About this task:
In the listing, determine how many lines contain "paths". The reply is that number alone.

Data for this exercise:

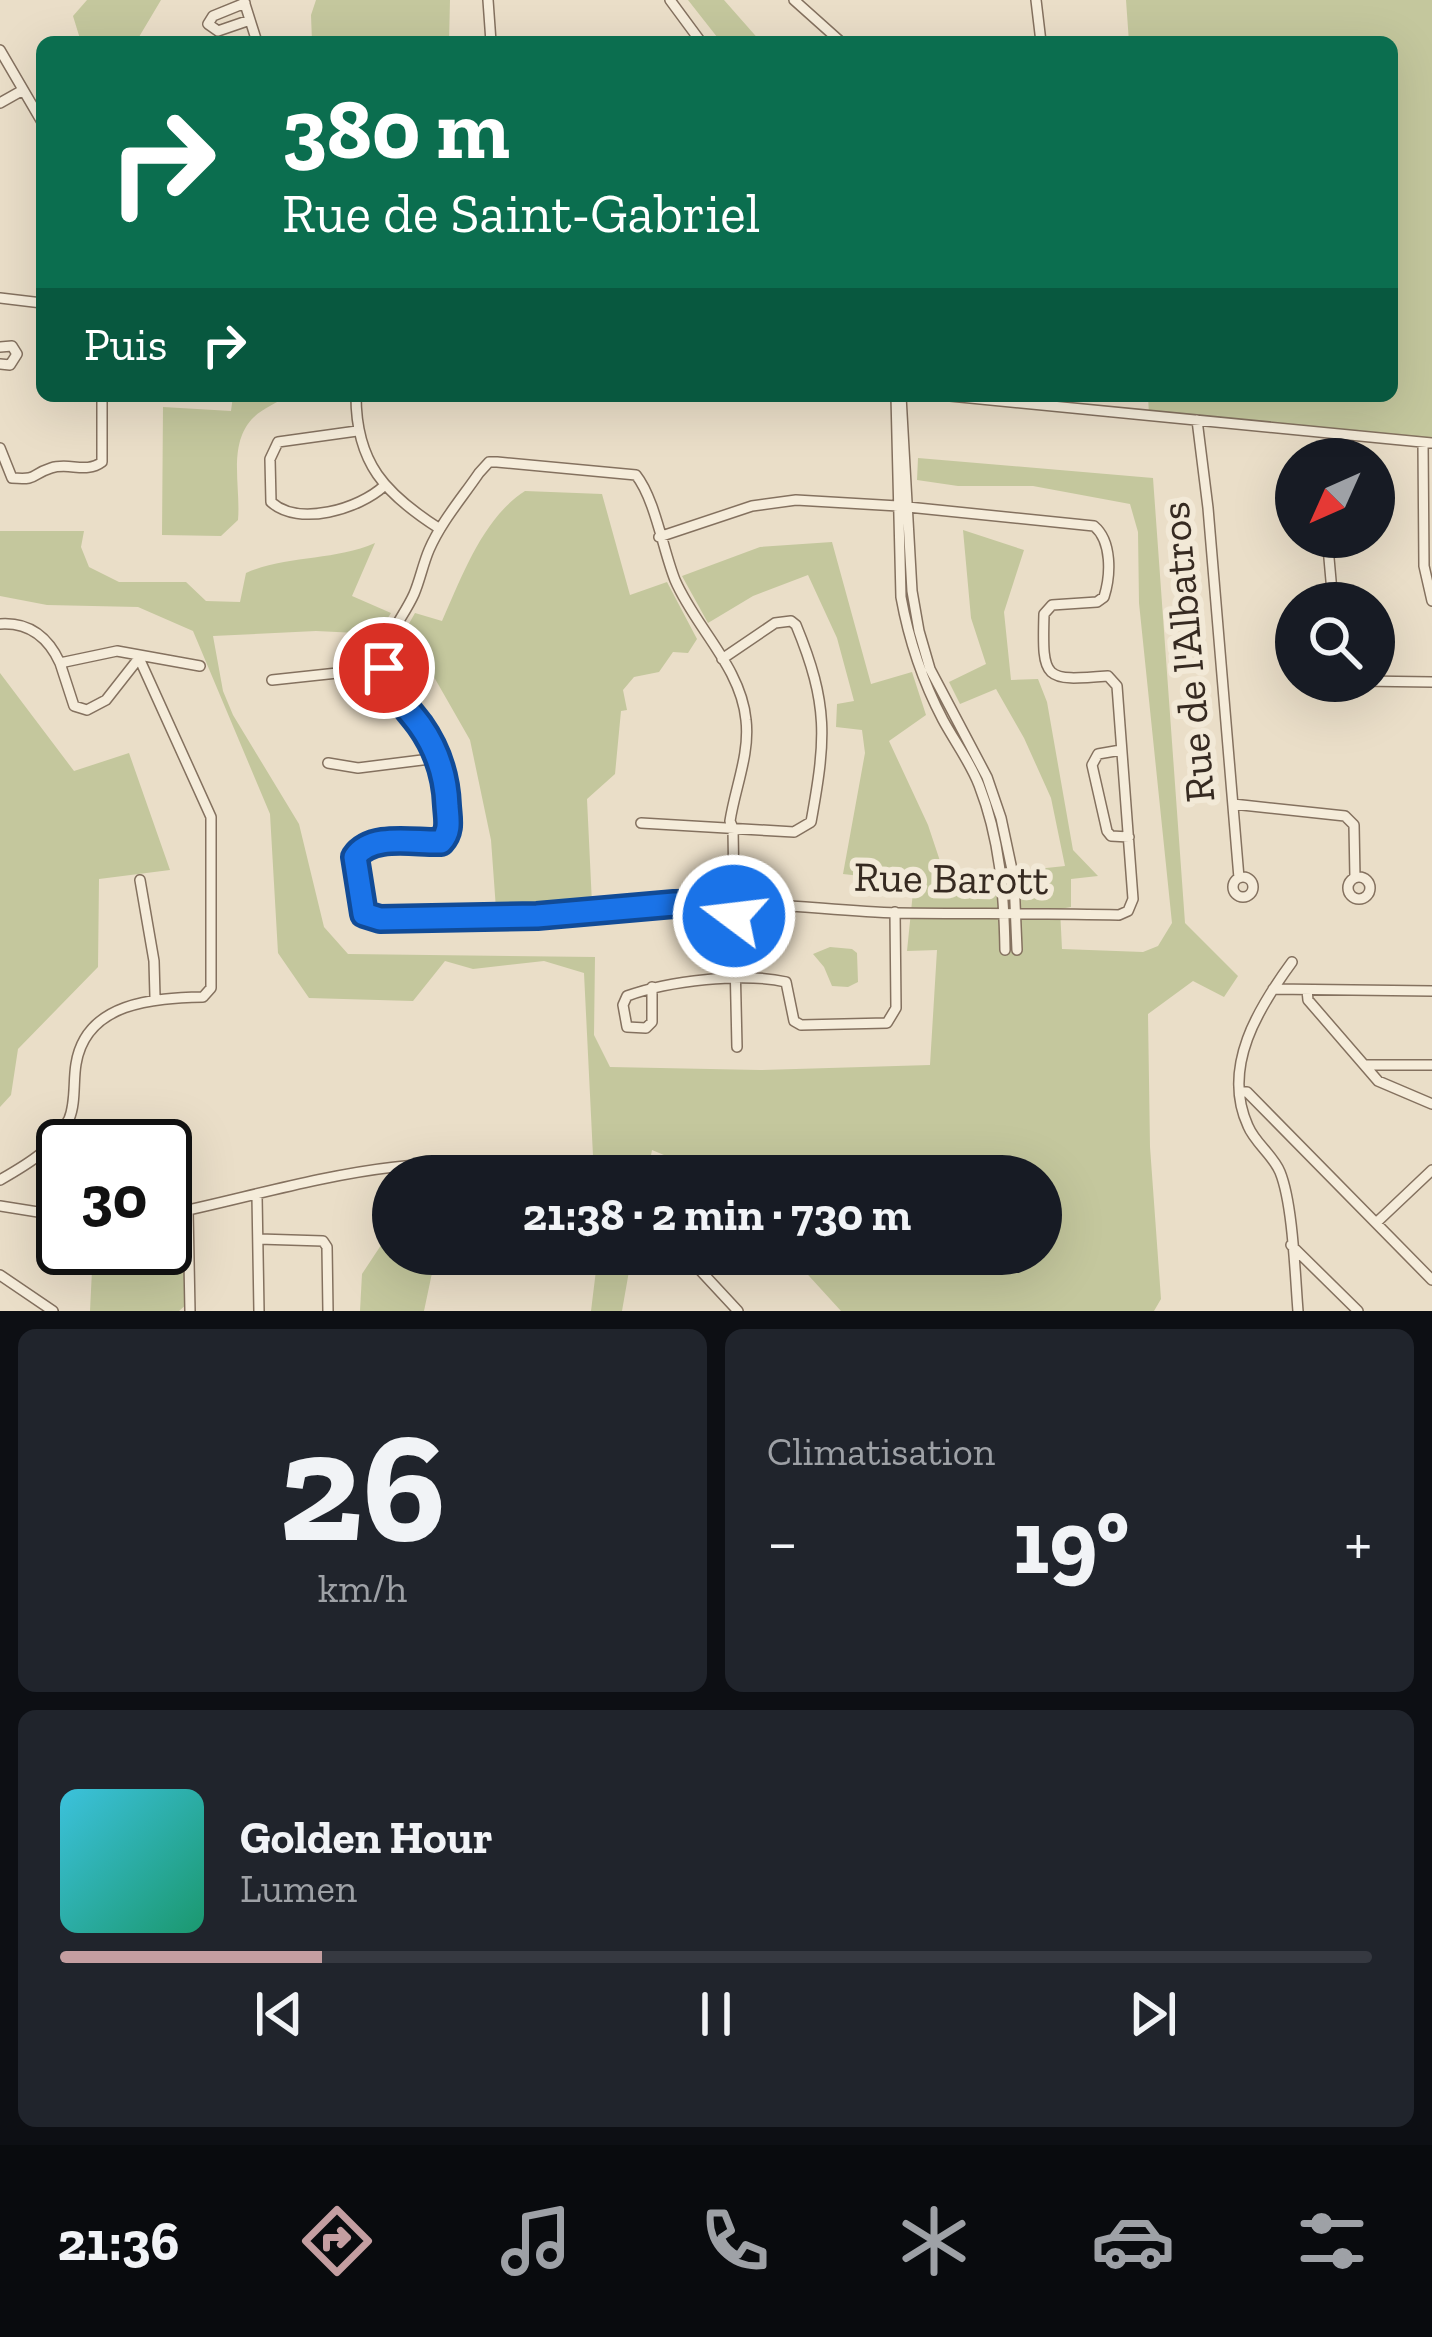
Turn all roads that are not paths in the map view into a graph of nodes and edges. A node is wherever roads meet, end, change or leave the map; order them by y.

==

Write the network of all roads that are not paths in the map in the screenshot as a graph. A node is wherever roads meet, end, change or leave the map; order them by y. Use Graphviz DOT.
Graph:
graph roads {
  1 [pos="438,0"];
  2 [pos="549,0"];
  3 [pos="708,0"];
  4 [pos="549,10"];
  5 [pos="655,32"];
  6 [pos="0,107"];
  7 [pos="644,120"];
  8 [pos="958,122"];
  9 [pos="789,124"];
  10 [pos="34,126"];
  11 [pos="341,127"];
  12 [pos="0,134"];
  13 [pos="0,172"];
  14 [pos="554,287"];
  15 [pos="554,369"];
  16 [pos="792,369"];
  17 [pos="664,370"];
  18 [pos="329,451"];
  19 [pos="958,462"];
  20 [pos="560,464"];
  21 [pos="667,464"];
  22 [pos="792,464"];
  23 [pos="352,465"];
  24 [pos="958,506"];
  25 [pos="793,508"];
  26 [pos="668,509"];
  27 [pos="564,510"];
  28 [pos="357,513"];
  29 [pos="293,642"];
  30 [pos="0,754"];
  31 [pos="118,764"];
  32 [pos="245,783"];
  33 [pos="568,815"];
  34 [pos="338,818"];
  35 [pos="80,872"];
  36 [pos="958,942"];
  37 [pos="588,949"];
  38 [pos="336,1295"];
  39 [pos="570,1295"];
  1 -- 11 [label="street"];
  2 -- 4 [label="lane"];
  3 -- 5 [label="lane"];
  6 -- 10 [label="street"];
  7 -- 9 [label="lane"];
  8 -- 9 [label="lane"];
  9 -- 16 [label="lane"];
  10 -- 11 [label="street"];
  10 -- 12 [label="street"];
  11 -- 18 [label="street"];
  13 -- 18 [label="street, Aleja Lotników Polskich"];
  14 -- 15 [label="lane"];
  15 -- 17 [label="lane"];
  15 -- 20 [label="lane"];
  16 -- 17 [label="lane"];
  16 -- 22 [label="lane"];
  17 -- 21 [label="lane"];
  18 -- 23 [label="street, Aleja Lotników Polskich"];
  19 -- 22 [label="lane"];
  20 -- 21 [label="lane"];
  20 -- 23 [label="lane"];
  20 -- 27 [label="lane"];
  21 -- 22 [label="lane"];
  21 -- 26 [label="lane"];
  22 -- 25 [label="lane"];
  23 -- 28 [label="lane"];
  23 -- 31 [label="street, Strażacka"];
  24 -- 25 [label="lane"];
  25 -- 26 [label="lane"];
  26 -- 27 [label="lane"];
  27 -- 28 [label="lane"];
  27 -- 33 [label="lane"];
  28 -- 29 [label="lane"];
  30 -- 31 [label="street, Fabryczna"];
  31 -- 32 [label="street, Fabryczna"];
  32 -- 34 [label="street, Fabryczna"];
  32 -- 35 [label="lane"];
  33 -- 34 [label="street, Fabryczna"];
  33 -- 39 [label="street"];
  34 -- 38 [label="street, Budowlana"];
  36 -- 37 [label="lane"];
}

Output of the exercise:
2